10 September 2007
The new Apple iPod touch has been described as "an iPhone without the cell phone functions". Unfortunately, it's missing some crucial features — and the omissions go to the heart of different visions of the Internet.
The iPod touch naturally lacks some phone-specific features, such as the phone itself and SMS messaging. These changes are pretty obvious ones to make. Presumably, it's also missing a microphone, if for no other reason than to save on hardware costs (though some other MP3 players have voice recorders). But why were the mail and notes applications omitted? For that matter, why were the map and stock quote applications left out? These speak to the heart of the problem and to Apple's view of the new iPod: it's an appliance — in particular, a purchasing appliance — not a PDA or computer replacement.
Mr. Jobs said a key reason other wireless music players haven't done well is that they often are unable to connect to Wi-Fi networks outside the home. Many public "hotspots," as public areas such as hotels and airports with Wi-Fi are called, require users to log in through a Web browser, which most portable music players lack.

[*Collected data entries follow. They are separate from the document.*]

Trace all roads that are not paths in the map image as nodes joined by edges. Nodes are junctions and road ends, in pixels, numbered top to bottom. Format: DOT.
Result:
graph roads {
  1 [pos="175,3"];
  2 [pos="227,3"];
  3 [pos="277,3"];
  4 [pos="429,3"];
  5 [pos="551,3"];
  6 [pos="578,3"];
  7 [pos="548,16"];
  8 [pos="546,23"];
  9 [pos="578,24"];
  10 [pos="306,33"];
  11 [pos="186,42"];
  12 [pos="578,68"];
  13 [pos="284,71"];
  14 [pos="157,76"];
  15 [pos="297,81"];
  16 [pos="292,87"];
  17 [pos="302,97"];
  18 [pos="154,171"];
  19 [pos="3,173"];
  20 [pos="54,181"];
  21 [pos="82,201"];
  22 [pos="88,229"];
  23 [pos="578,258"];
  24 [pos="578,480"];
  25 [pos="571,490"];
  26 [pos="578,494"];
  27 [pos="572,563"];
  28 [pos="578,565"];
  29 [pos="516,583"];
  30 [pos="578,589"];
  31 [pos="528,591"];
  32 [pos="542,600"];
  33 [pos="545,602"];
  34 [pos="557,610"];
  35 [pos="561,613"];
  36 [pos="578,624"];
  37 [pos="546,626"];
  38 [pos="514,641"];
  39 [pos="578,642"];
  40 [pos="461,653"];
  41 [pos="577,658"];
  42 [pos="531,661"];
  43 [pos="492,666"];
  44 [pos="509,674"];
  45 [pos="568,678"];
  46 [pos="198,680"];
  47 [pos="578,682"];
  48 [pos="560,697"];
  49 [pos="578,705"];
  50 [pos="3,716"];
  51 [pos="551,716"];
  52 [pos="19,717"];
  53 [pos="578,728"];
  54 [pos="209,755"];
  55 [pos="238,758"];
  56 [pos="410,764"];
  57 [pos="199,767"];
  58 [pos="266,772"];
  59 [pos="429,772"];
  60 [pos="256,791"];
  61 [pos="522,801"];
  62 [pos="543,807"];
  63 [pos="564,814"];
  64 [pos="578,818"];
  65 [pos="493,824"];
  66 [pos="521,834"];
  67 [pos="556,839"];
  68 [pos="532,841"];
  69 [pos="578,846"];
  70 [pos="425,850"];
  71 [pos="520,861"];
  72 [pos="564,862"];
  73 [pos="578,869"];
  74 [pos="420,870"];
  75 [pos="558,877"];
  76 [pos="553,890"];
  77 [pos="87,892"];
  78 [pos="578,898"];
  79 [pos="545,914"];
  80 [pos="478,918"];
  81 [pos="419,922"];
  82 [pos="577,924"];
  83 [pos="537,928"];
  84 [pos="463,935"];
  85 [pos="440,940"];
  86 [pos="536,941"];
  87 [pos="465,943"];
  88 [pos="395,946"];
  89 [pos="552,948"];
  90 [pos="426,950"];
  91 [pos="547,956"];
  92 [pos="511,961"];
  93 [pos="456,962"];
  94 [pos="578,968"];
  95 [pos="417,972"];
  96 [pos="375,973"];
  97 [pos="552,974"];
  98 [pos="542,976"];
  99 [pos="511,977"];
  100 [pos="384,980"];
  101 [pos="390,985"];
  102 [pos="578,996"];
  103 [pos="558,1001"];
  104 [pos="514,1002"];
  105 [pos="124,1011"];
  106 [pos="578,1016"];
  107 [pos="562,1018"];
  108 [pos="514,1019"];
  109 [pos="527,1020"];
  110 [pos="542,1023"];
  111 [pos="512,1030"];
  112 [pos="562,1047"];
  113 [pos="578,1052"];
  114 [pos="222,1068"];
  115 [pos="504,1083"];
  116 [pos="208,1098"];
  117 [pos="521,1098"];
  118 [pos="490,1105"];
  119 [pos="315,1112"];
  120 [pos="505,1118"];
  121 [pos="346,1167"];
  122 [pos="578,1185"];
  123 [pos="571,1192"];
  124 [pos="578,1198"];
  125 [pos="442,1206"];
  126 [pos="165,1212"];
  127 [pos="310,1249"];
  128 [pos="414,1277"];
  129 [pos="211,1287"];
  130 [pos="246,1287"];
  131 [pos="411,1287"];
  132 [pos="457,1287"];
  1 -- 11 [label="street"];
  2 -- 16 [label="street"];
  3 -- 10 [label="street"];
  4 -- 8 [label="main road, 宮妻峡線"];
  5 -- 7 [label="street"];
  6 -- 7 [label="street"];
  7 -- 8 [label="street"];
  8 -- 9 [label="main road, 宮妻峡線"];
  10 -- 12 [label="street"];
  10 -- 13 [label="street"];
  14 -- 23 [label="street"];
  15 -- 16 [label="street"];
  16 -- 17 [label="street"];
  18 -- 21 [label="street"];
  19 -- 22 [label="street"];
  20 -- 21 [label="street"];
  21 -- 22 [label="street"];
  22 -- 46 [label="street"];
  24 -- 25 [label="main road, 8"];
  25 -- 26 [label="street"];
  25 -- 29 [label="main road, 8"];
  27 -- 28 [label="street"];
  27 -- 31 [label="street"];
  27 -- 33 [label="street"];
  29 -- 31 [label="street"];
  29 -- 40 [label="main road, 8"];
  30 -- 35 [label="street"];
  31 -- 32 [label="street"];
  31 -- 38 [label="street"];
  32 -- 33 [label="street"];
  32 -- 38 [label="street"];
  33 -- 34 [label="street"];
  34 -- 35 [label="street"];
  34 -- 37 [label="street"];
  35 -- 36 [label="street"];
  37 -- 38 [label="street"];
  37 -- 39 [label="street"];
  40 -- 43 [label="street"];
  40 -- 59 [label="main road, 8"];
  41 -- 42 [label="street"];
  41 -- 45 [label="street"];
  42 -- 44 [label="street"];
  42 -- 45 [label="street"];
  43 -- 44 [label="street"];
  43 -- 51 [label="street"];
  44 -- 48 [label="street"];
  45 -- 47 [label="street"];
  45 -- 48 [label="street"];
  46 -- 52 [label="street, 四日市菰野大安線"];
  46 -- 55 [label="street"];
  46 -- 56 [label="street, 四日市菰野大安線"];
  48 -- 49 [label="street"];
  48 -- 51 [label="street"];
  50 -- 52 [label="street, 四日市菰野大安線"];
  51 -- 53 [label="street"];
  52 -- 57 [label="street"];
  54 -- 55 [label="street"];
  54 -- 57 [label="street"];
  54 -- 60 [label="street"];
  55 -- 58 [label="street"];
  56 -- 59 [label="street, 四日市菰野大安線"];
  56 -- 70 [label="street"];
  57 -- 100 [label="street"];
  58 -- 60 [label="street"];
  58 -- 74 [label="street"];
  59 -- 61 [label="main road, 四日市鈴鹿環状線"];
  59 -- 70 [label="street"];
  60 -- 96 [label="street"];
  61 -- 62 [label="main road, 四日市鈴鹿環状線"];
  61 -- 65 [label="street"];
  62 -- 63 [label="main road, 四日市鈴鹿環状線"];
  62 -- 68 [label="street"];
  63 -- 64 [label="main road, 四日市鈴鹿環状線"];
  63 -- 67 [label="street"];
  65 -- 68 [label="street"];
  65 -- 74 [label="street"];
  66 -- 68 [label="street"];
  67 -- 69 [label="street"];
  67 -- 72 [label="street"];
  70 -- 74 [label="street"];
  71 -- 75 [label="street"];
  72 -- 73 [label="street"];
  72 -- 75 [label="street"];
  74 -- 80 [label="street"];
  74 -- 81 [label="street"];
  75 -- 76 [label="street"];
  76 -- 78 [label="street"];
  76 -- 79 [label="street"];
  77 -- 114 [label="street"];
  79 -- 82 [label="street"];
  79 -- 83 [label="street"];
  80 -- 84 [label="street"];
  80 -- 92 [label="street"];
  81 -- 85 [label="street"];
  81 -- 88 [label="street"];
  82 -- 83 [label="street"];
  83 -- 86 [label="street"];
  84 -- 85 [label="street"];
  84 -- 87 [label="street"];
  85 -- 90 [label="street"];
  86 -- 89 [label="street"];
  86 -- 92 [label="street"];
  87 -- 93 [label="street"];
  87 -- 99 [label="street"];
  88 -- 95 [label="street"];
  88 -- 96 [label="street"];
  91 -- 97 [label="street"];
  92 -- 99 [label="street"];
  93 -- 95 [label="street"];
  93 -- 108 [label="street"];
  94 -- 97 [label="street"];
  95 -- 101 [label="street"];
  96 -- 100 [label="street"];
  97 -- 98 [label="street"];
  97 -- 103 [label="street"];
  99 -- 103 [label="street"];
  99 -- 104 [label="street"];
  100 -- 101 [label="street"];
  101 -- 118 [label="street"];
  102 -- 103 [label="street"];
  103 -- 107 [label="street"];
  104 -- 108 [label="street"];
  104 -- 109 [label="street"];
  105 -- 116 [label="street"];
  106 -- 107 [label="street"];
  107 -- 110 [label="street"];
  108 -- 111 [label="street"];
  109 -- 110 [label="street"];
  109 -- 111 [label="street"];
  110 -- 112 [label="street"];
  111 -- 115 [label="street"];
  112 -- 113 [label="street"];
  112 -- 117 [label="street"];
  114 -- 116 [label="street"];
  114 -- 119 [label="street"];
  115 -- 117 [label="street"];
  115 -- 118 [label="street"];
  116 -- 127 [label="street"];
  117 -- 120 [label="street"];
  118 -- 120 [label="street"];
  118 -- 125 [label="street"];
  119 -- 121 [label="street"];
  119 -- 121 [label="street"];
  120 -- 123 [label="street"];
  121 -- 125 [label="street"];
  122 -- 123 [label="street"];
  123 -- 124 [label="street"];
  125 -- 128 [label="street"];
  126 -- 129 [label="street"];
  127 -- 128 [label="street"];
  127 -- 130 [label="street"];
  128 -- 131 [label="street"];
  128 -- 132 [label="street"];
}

The iPod touch, on the other hand, has a full-blown Web browser, just like the iPhone.In other words, the web browser is a generic log-in interface; the fact that it can be used to do things that Apple doesn't derive a revenue stream from is an unfortunate side-effect. And that's why the mailer and the note pad were omitted: they're not useful as an adjunct to buying songs.
If the iPod touch were an open platform, it wouldn't matter as much. There would be a legion of 3rd party software developers filling these and other gaps. (Apple TV can browse your home network for digital media; as best I can tell, the iPod touch can't. Why not?) But it isn't open.
The question, then, is not whether the iPod touch is cool; technically, and esthetically, it's gorgeous. The question is, as has been noted, whether the Net is more than "click here to buy".
Update: there are now reports that the new iPods are incompatible with open-source update programs and that they're more crippled in other ways than the iPhone: they don't seem to run MacOS, and they don't appear to the system as USB flash drives.